Photo © Alex Kozobolis
Zu Beginn von Ithaca rollen einige sanfte und langsame Klavier-Arpeggi in die Stille hinein, bald unterstützt von dahinschmelzenden Saxofon-Parts und kaum merklichen Drum-Elementen. Es herrscht noch Ruhe vor dem Sturm, den das britische Jazz-Electronica-Trio Mammal Hands auszulösen in der Lage ist. Und auch ihr mittlerweile viertes Album Captured Spirits ist ein Beleg für die musikalische Gratwanderung zwischen Hypnose und Ekstase, die das Norwicher Dreigespann um Saxofonist Jordan Smart, Pianist Nick Smart und Drummer Jesse Barrett seit ihrem 2014er Debüt Animalia konsequent vorantreibt.
Chaser als zweiter Track offenbart dann die Dynamik von fiebrigen melodischen Ausflügen und einem temporeichen Vibe, der das Stück von vorne bis hinten durchdringt. Das Piano setzt hier diesmal den knackigen Startpunkt, das Schlagzeug und das Saxofon drängen dann schließlich mit dazu und entwickeln einen groovigen und rastlosen Vibe, welcher die sprichwörtliche „Jagd“ musikalisch akzentuiert und den atmosphärischen Pegel für das setzt, was noch folgen soll. Das folgende Late Bloomer lässt sich erst ganz auf einige verträumte Passagen ein und baut sich schließlich fast unmerklich zu einem getriebenen Stück auf, in dem sich ekstatische Saxofon-Solos mit den Grund gebenden Rhythmus-Elementen von Klavier und Schlagzeug vermischen. Hier wird wachgerüttelt, dass der Mund vor Staunen fast offenbleibt.

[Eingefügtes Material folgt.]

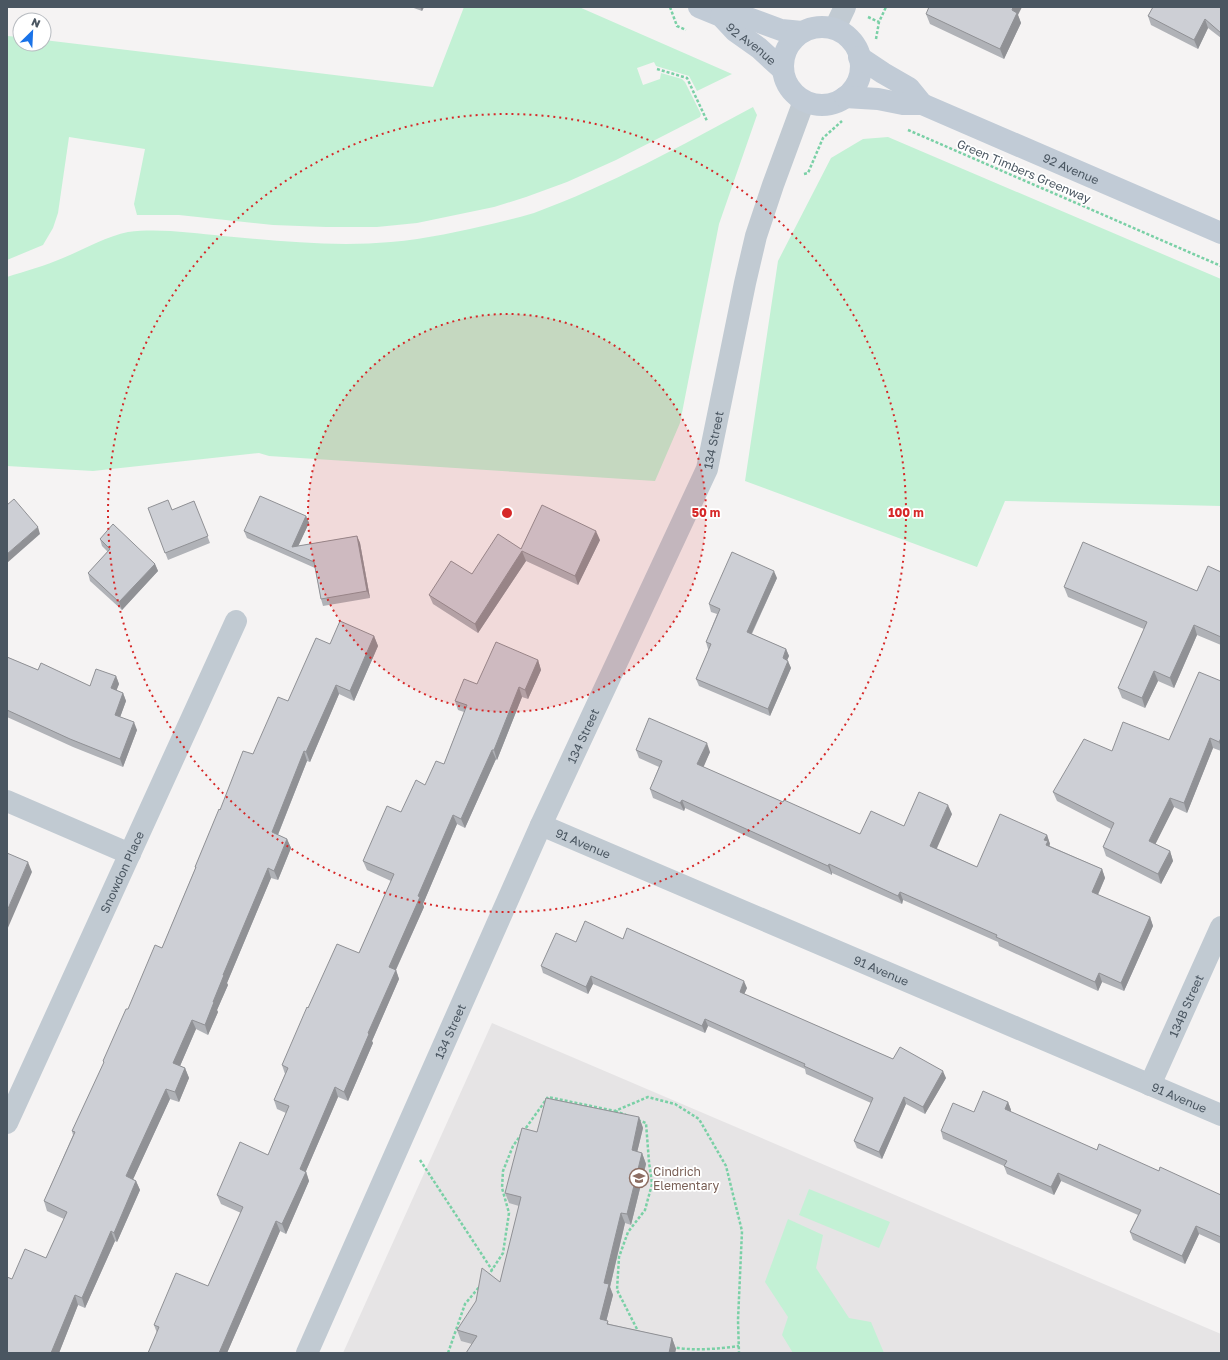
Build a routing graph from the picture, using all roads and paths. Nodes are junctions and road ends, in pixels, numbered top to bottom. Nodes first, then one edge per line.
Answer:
1 (699, 7) edge
2 (845, 7) edge
3 (721, 16) junction
4 (835, 28) junction
5 (802, 32) junction
6 (860, 57) junction
7 (657, 69) dead end
8 (783, 70) junction
9 (845, 97) junction
10 (804, 101) junction
11 (922, 104) junction
12 (844, 120) dead end
13 (707, 121) dead end
14 (906, 130) dead end
15 (808, 173) dead end
16 (1221, 233) edge
17 (1221, 266) edge
18 (236, 621) dead end
19 (7, 801) edge
20 (541, 825) junction
21 (130, 854) junction
22 (1221, 927) edge
23 (1150, 1085) junction
24 (615, 1111) junction
25 (1221, 1115) edge
26 (627, 1116) edge
27 (634, 1118) edge
28 (7, 1122) edge
29 (420, 1159) dead end
30 (492, 1270) junction
31 (642, 1338) edge
32 (669, 1346) edge
33 (739, 1346) junction
34 (306, 1353) edge
35 (448, 1353) edge
36 (739, 1353) edge

1 - 3 main road, 92 Avenue
2 - 4 street
3 - 5 main road
3 - 8 main road, 92 Avenue
4 - 5 main road
4 - 6 main road
5 - 8 main road
6 - 9 main road
6 - 11 main road
7 - 13 path
8 - 10 main road
9 - 10 main road
9 - 11 main road
10 - 20 street, 134 Street
11 - 16 main road, 92 Avenue
12 - 15 path
14 - 17 path, Green Timbers Greenway
18 - 21 street, Snowdon Place
19 - 21 street
20 - 23 street, 91 Avenue
20 - 34 street, 134 Street
21 - 28 street, Snowdon Place
22 - 23 street, 134B Street
23 - 25 street, 91 Avenue
24 - 26 path
24 - 30 path
24 - 33 path
27 - 31 path
29 - 30 path
30 - 35 path
32 - 33 path
33 - 36 path

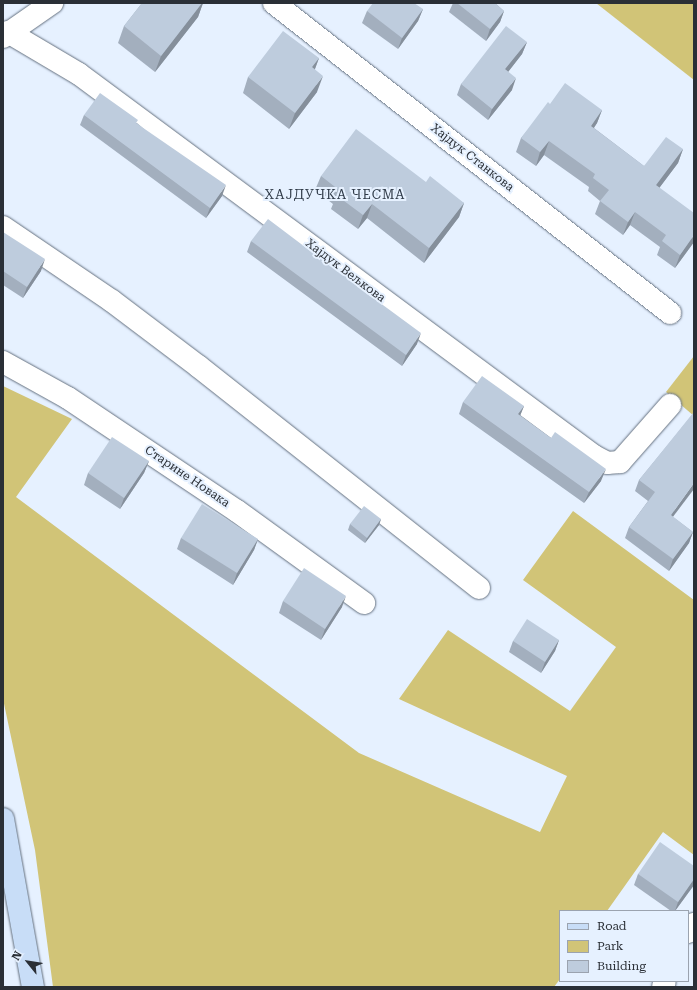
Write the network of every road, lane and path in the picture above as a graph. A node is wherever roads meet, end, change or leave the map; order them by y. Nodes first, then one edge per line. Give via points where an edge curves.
1 (52, 3) edge
2 (274, 3) edge
3 (5, 35) edge
4 (3, 227) edge
5 (670, 313) dead end
6 (3, 362) edge
7 (670, 405) dead end
8 (479, 588) dead end
9 (364, 603) dead end
10 (3, 819) edge
11 (33, 987) edge

1 - 3 street
2 - 5 street, Хајдук Станкова
3 - 7 street, Хајдук Вељкова via 79,74 606,463 620,462
4 - 8 street via 112,301 198,366
6 - 9 street, Старине Новака via 68,398 224,502
10 - 11 main road

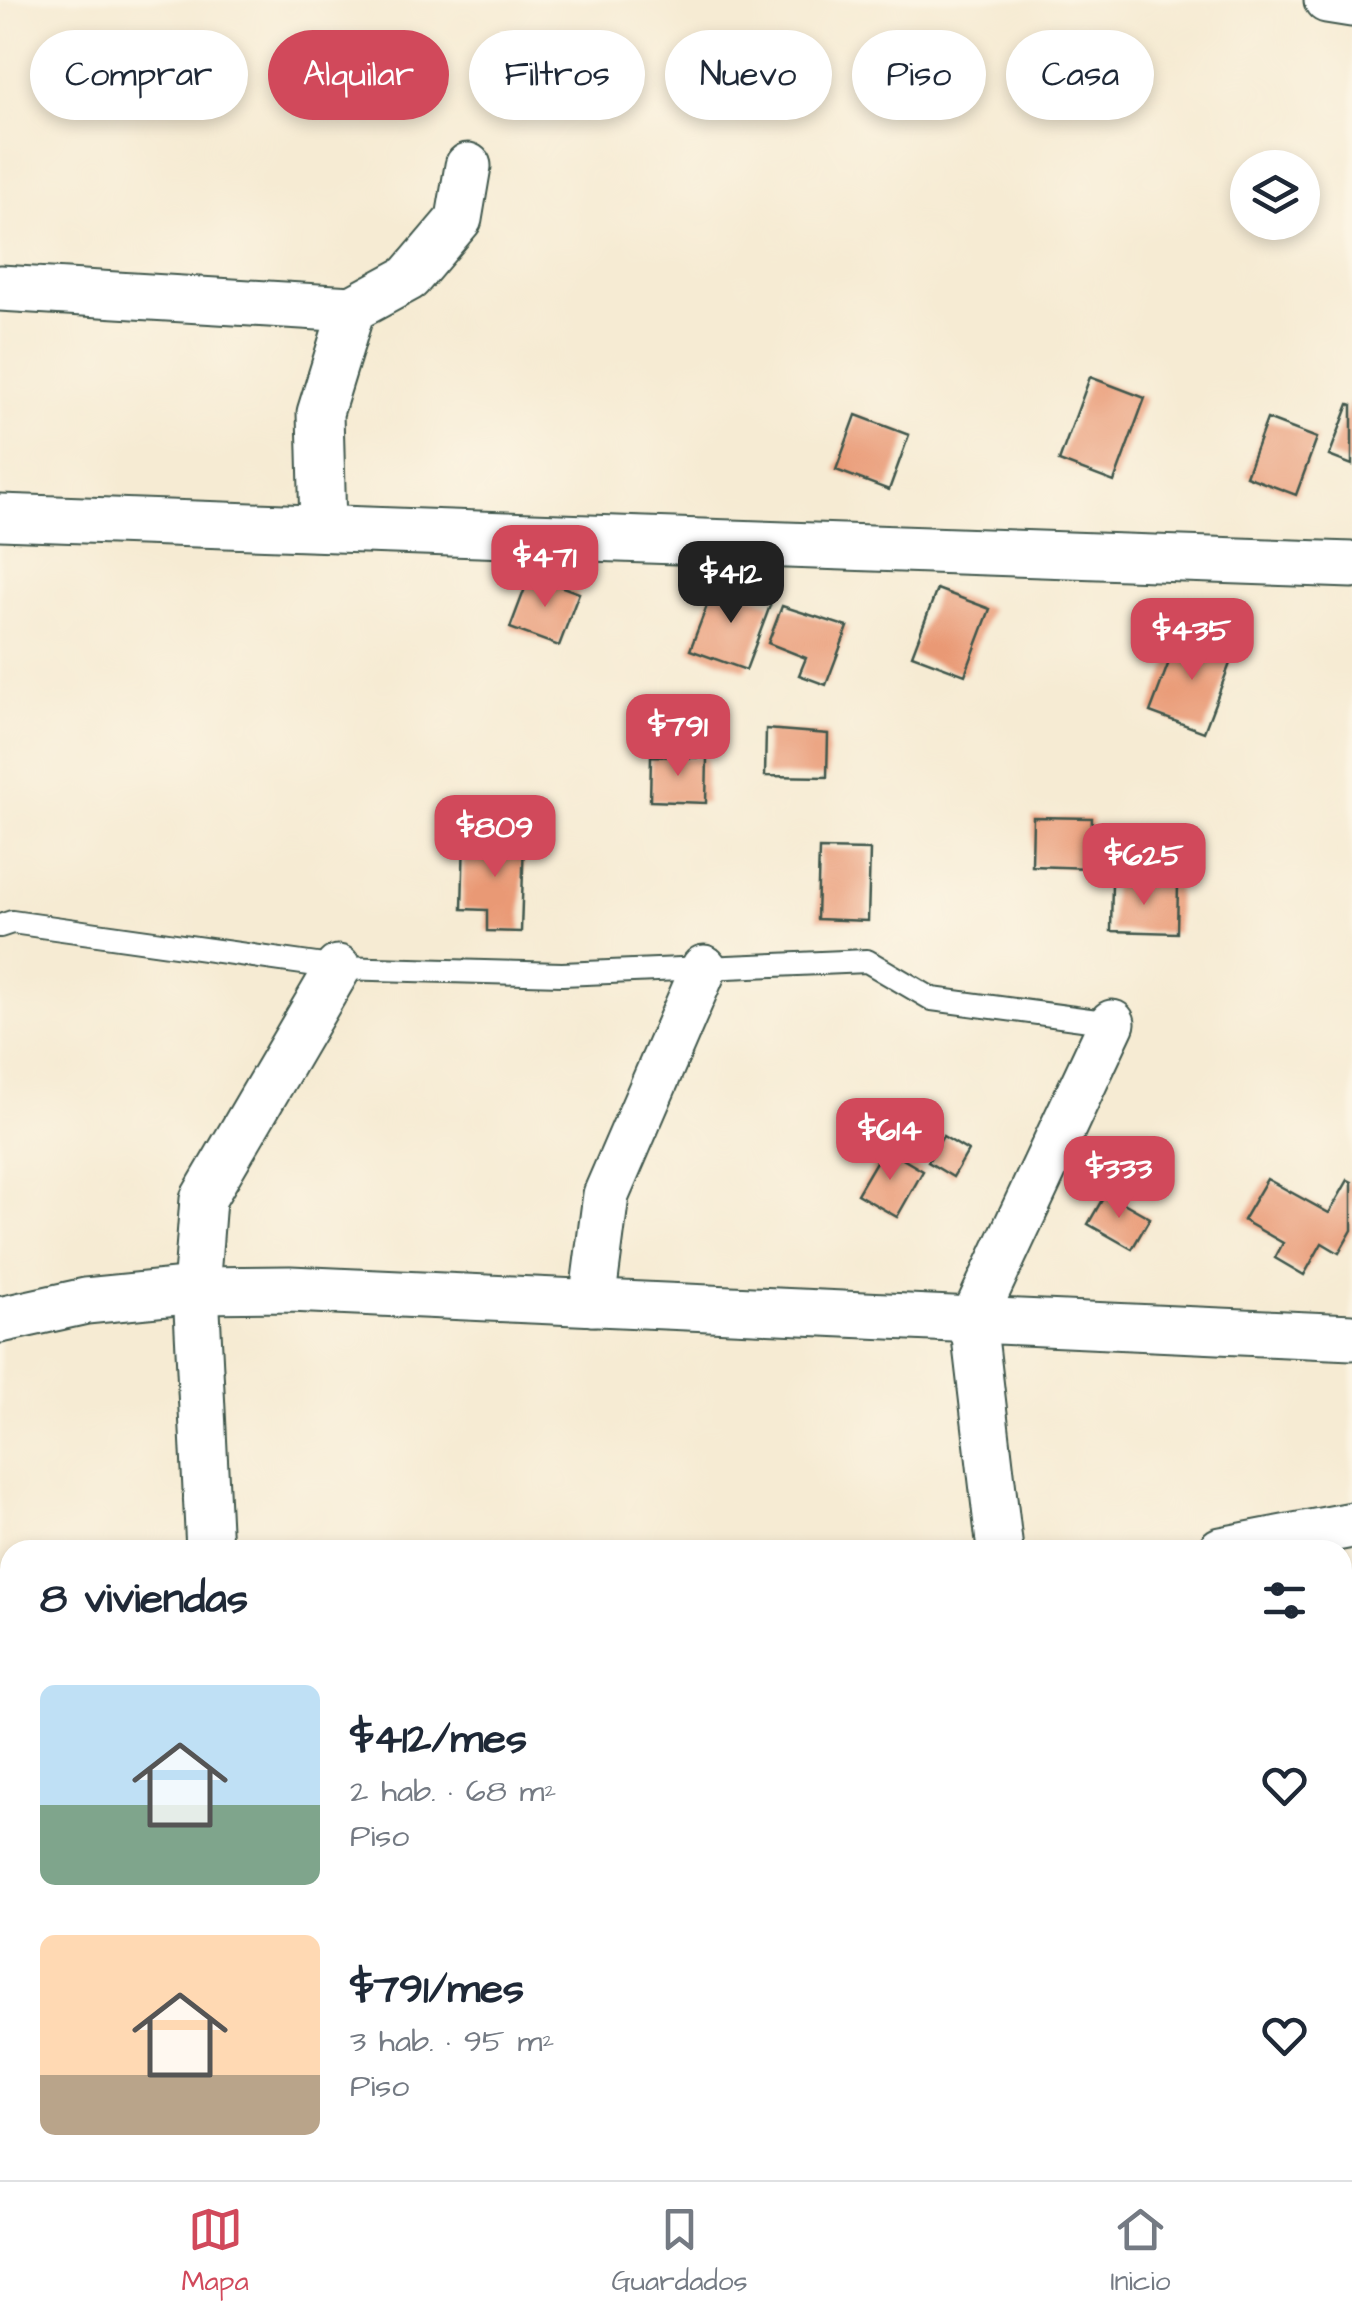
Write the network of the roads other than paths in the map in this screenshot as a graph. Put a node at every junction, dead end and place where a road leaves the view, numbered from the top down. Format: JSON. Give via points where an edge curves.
{"nodes":[{"id":1,"x":1327,"y":0,"type":"edge"},
{"id":2,"x":1352,"y":4,"type":"edge"},
{"id":3,"x":468,"y":166,"type":"dead end"},
{"id":4,"x":0,"y":288,"type":"edge"},
{"id":5,"x":352,"y":310,"type":"junction"},
{"id":6,"x":0,"y":516,"type":"edge"},
{"id":7,"x":323,"y":528,"type":"junction"},
{"id":8,"x":1352,"y":565,"type":"edge"},
{"id":9,"x":0,"y":926,"type":"edge"},
{"id":10,"x":338,"y":968,"type":"junction"},
{"id":11,"x":704,"y":968,"type":"junction"},
{"id":12,"x":1112,"y":1024,"type":"joint"},
{"id":13,"x":196,"y":1290,"type":"junction"},
{"id":14,"x":592,"y":1303,"type":"junction"},
{"id":15,"x":0,"y":1320,"type":"edge"},
{"id":16,"x":973,"y":1320,"type":"junction"},
{"id":17,"x":1352,"y":1337,"type":"edge"},
{"id":18,"x":1352,"y":1525,"type":"edge"},
{"id":19,"x":208,"y":1540,"type":"edge"},
{"id":20,"x":999,"y":1540,"type":"edge"},
{"id":21,"x":1273,"y":1540,"type":"edge"}],
"edges":[{"from":1,"to":2,"type":"street"},
{"from":3,"to":5,"type":"street","via":[[459,219],[409,278]]},
{"from":4,"to":5,"type":"street"},
{"from":5,"to":7,"type":"street","via":[[320,412]]},
{"from":6,"to":7,"type":"street"},
{"from":7,"to":8,"type":"street"},
{"from":9,"to":10,"type":"lane","via":[[12,922]]},
{"from":10,"to":11,"type":"lane","via":[[562,974]]},
{"from":10,"to":13,"type":"street","via":[[203,1199]]},
{"from":11,"to":12,"type":"lane","via":[[867,961],[932,999]]},
{"from":11,"to":14,"type":"street","via":[[606,1194]]},
{"from":12,"to":16,"type":"street"},
{"from":13,"to":14,"type":"street"},
{"from":13,"to":15,"type":"street","via":[[86,1301]]},
{"from":13,"to":19,"type":"street"},
{"from":14,"to":16,"type":"street"},
{"from":16,"to":17,"type":"street"},
{"from":16,"to":20,"type":"street"},
{"from":18,"to":21,"type":"street"}]}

Den auftreibenden Momenten von Captured Spirits folgen meist gleich versunkenere Melodien, es sind sphärische Tauchgänge à la Versus Shapes, Spiral Stair oder Shoreless, die, wenn immer auch von dezentem Rhythmus bestimmt, das Tempo drosseln und eine gewisse Verträumtheit auslösen. Auch Floating World bietet ein solches, fast düsteres Klanggebäude, wenn sich einige wenige Klaviernoten, umgeben von tieferen Saxofon-Noten, nebelhaft durch das Stück ziehen. Weit komplexer brüsten sich da Stücke wie Riddle und Rhizome, völlig treffend betitelt – hier prallen ausgefeilte Klangformen und Arrangements auf perfektionierte Groove-Strukturen. Atmosphärisch aufgebaut, brechen die Saxofon-Soli mit brachialer Schönheit etwa aus Riddle hervor, lösen sich im Schatten mono-thematischer Piano-Elemente wieder aus dem euphorischen Schwall heraus und verebben schließlich im klanglichen Dunst ihres eigenen Widerhalls. Rhizome steht dem in nichts nach, ebensowenig wie das feurige Into Sparks. Im Vergleich zu so viel vibrierender Energie erscheint das finale Stück Little One fast schon zurückhaltend, hier fließen die Fäden wieder zusammen. Hier schließt sich der Kreis.
Kann man von inhaltlicher Inspiration im Bezug auf ein Instrumental-Album sprechen? Unbedingt, wenn man Saxofonist Jordan Smart glauben will. “Music has the capacity to fill so many spaces in our lives, as I think fundamentally it is a more direct form of communication than even language. In this way it can be refuge, it can be social, it can be revelatory, it can be memory, it can be what we need at a given point in time”, äußert Jordan. Und überhaupt: Gibt nicht gerade rein musikalischer Ausdruck überhaupt eine Ahnung davon, was uns allen durch die Venen und Nervenstränge fährt? Im Bezug auf das Album betont Pianist Nick Smart, wie das Album die thematische Reise von Shadow Work weiterführt. Captured Spirits „ties in with themes that we have touched on before relative to identity and the collective unconscious (‘Shadow Work’). It also toys with the idea of feeling contained/trapped and the need to break out of something and also the idea of people being spirits that are “captured” in a body”.
Mit Captured Spirits haben die Mammal Hands den beeindruckenden Versuch geleistet, eben diese Erinnerungen, Visionen und Ahnungen in eine musikalische Form zu pressen. Herausgekommen ist ein intensives Werk, das wirklich in Atem hält, den Atem auch mal nimmt, vor allem aber über viele, weite Strecken begeistert und in den Bann zieht. Es wird sich lohnen, diese drei Briten in Zukunft noch genauer im Auge zu behalten.